Call thee incongruous, wild, of rule and of reason defiant;
I in thy wildness a grand freedom of character find.
So with irregular outline tower up the sky-piercing mountains
Rearing o'er yawning chasms lofty precipitous steeps,
Spreading o'er ledges unclimbable, meadows and slopes of green smoothness,
Bearing the flowers in their clefts, losing their peaks in the clouds.
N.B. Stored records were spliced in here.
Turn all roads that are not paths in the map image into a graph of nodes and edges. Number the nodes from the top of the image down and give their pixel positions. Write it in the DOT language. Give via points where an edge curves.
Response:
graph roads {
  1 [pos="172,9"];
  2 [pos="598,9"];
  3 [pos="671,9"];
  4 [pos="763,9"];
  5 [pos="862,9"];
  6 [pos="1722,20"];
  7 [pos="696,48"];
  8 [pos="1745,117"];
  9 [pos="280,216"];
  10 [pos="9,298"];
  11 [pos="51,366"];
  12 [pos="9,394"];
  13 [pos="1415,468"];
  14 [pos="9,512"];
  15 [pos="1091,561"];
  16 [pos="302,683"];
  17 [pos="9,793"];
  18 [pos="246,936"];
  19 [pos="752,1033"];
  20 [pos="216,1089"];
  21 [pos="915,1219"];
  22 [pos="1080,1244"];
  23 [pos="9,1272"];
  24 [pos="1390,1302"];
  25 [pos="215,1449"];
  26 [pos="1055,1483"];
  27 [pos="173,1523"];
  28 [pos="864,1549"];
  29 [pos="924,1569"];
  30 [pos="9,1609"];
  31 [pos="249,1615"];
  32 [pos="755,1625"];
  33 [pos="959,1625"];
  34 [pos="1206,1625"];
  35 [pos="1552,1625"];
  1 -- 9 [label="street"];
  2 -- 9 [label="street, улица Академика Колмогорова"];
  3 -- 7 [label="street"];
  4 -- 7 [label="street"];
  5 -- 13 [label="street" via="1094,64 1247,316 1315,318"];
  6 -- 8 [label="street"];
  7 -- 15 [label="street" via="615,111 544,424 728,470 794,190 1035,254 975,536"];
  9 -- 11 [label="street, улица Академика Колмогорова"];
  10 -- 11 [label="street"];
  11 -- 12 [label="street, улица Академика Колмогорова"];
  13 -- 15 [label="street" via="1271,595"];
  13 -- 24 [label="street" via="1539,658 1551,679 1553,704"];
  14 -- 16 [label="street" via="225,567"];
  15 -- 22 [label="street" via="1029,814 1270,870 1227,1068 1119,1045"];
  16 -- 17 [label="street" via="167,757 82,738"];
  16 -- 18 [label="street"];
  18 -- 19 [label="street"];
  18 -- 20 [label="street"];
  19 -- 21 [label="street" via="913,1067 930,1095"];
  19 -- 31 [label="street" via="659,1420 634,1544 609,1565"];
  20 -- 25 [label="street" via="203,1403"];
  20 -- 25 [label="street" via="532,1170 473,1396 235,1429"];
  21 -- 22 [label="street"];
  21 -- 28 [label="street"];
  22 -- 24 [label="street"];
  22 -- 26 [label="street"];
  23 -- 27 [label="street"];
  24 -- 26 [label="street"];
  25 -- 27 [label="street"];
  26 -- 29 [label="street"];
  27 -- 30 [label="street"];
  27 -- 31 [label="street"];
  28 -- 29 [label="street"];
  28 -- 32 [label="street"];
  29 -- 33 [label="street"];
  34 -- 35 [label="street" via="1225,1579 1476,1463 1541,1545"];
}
Therefore it is that I praise thee and never can cease from rejoicing,
Thinking that good stout English is mine and my ancestors' tongue;
Give me its varying music, the flow of its free modulation—
I will not covet the full roll of the glorious Greek,—

285

Luscious and feeble Italian, Latin so formal and stately,
French with its nasal lisp nor German inverted and harsh—
Not while our organ can speak with its many and wonderful voices—
Play on the soft flute of love, blow the loud trumpet of war,
Sing with the high sesquialtro, or drawing its full diapason
Shake all the air with the grand storm of its pedals and stops.